Hundreds of thousands of working mums and dads reliant on child care for a smooth 2013 may be headed for some extra bumps in the road.
Many parents already know the challenge of finding a local centre with a place when you need them, caring staff running it and the right indoor/outdoor balance for your child.
Added to that battle is abnormally high or regular fee increases.
Sure, we know cost of living goes up, but child care bills closing in on $100 a day?
The Federal Government - accountable for funding affordable, reliable and accessible childcare for Australian families –has overseen a 22 per cent rise in fees since 2010*, caused primarily by wide ranging reforms it introduced to the sector in the last year.
Called the National Quality Framework (NQF), the objective is to provide our pre-schoolers with better care, more qualified staff and more one-on-one time with a so called early learning educator.
There's nothing wrong with this goal. Improving quality in child care is an area the Federal Coalition also supports and will embrace enthusiastically if elected this year. But with a couple of important riders.
As part of our promise for a Productivity Commission inquiry, we'll probe whether the NQF is achieving its desired outcomes versus the increasing cost implications of putting it into operation.
We'll also work with the states and territories to slow the process down where necessary and adopt the changes needed to help address skyrocketing fees.
So how did we get here?
In practice, the agreeable aims of the Framework have been spoilt by a ridiculous 1000 pages of officious guidelines. New red (and green) tape that covers everything from available square metres per child to demonstrable sustainability in composting.
Many of these are benchmarks and rules every centre must abide by in order to remain open, or threaten hefty penalties to owners and staff for an area of non-compliance.
As an example, a fine may apply to something as innocuous as placing a child's used nappy aside for too long while comforting another who missed out playing with their preferred toy.
As well as requiring centre operators to employ more staff, the NQF dictates carers need to be better qualified to deliver an Early Years Learning Framework established by the Council of Australian Governments in 2009.
But COAG's noble bid for a holistic national approach to early learning is faltering.
There is agitation among experienced child care staff, many of whom must now add a piece of paper to their CV to continue in the job.
Union unrest has also emerged in the wake of the complex and new responsibilities foisted upon their members.
In the rushed effort to achieve increased staffing levels, dubious traineeships are emerging promoting the completion of a Certificate III course in Children's Services in just a few weeks.
One centre owner told me recently of interviewing up to 15 potential employees for a single position, yet were not confident enough to trial even one of the candidates.
The resulting undersupply of qualified staff means some child care managers are instead cutting places to meet tighter staff-child ratios, particularly in the nursery where an educator to every four children is, or will be, required.
In urban growth areas particularly, this is resulting in ballooning waiting lists.
As parents often do, we'll find practical ways to get past the problem.
If a grandparent is not on hand, some are turning to so-called backyard care which is invariably ad hoc and unregulated.
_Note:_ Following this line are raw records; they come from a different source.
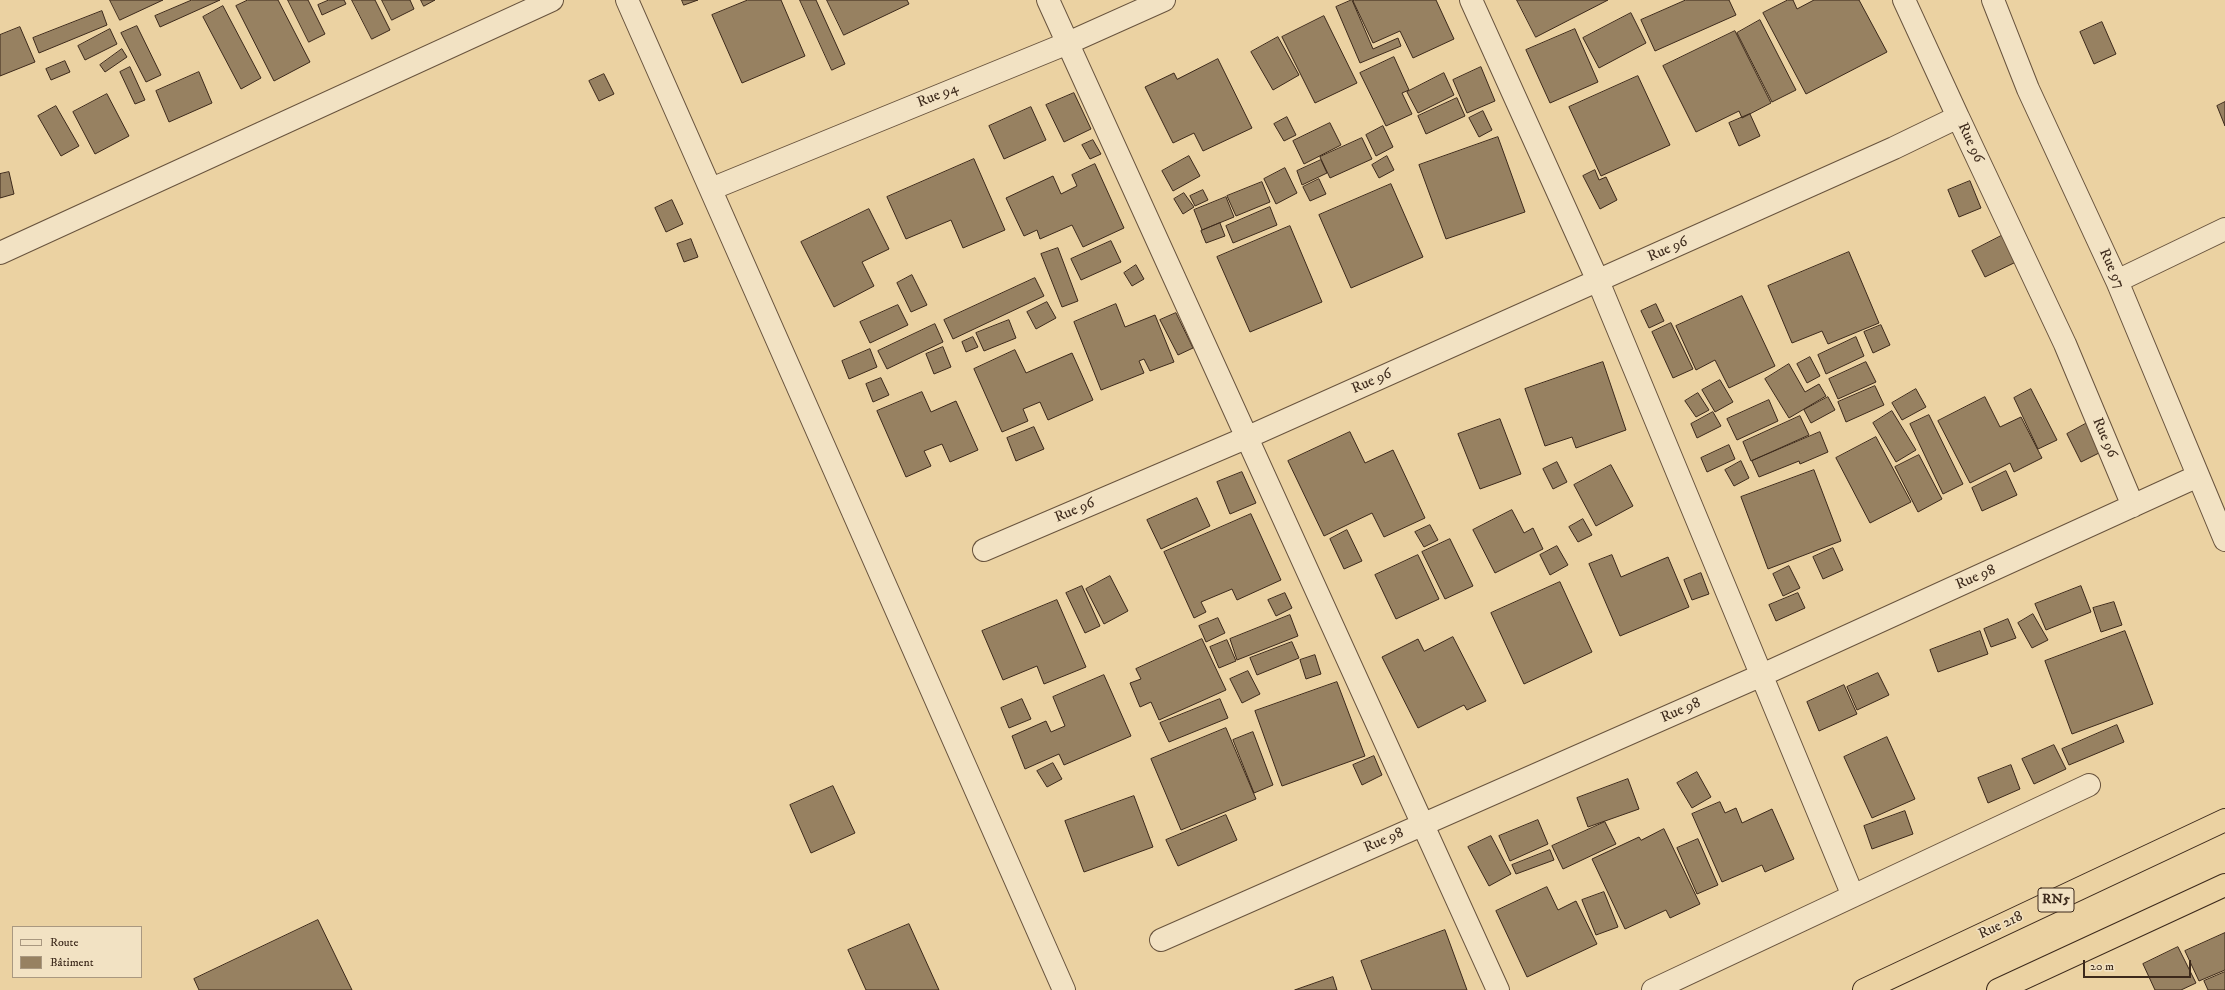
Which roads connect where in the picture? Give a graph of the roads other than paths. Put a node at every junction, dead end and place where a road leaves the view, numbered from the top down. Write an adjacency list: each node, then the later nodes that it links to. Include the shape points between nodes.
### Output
1 (552, 0): 12 (street)
2 (627, 0): 10 (street)
3 (1048, 0): 8 (street)
4 (1164, 0): 8 (street, Rue 94)
5 (1470, 0): 13 (street)
6 (1904, 0): 9 (street)
7 (1993, 0): 14 (street, Rue 97, via 2028,89)
8 (1068, 43): 10 (street, Rue 94); 15 (street)
9 (1958, 117): 13 (street, Rue 96); 17 (street, Rue 96, via 2065,344)
10 (711, 189): 27 (street)
11 (2225, 228): 14 (street)
12 (0, 253)
13 (1598, 281): 15 (street, Rue 96); 20 (street)
14 (2117, 281): 16 (street, Rue 97)
15 (1248, 438): 19 (street, Rue 96); 23 (street)
16 (2198, 476): 17 (street, Rue 98); 18 (street, Rue 97)
17 (2133, 506): 20 (street, Rue 98)
18 (2225, 540)
19 (984, 550)
20 (1762, 675): 23 (street, Rue 98); 25 (street)
21 (2089, 785): 25 (street)
22 (2225, 820): 30 (highway, Rue 218 / RN5)
23 (1423, 824): 26 (street, Rue 98); 28 (street)
24 (2225, 885): 31 (highway)
25 (1853, 896): 29 (street)
26 (1161, 940)
27 (1064, 990)
28 (1498, 990)
29 (1653, 990)
30 (1864, 990)
31 (1998, 990)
I'm told of children being house-swapped among neighbours or driven around in a car for hours.
Others parents are simply forced to cut their hours back at work or, in some cases, abandon paid employment altogether.
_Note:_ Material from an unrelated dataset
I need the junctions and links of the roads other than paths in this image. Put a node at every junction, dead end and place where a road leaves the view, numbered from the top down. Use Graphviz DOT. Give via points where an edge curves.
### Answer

Despite signing on to the NQF the states and territories are also concerned, introducing more local exemptions and alterations to combat unworkable aspects of the new rules.
Previous inter-government goodwill also seems to be disappearing. With the Federal Minister taking another testy swipe at state and local governments for apparently 'preventing growth of new child care services'.
She must have forgotten her party's 2007 election promise to build an additional 260 child care and early childhood education centres on school sites and community land.
A promise stopped short after just 38 were constructed.
A new election year provides an opportunity for the Coalition to address the concerns we've heard from Opposition, or for the Government to take action and smooth the path ahead.
Ultimately, it's our children who will suffer if we don't get this right.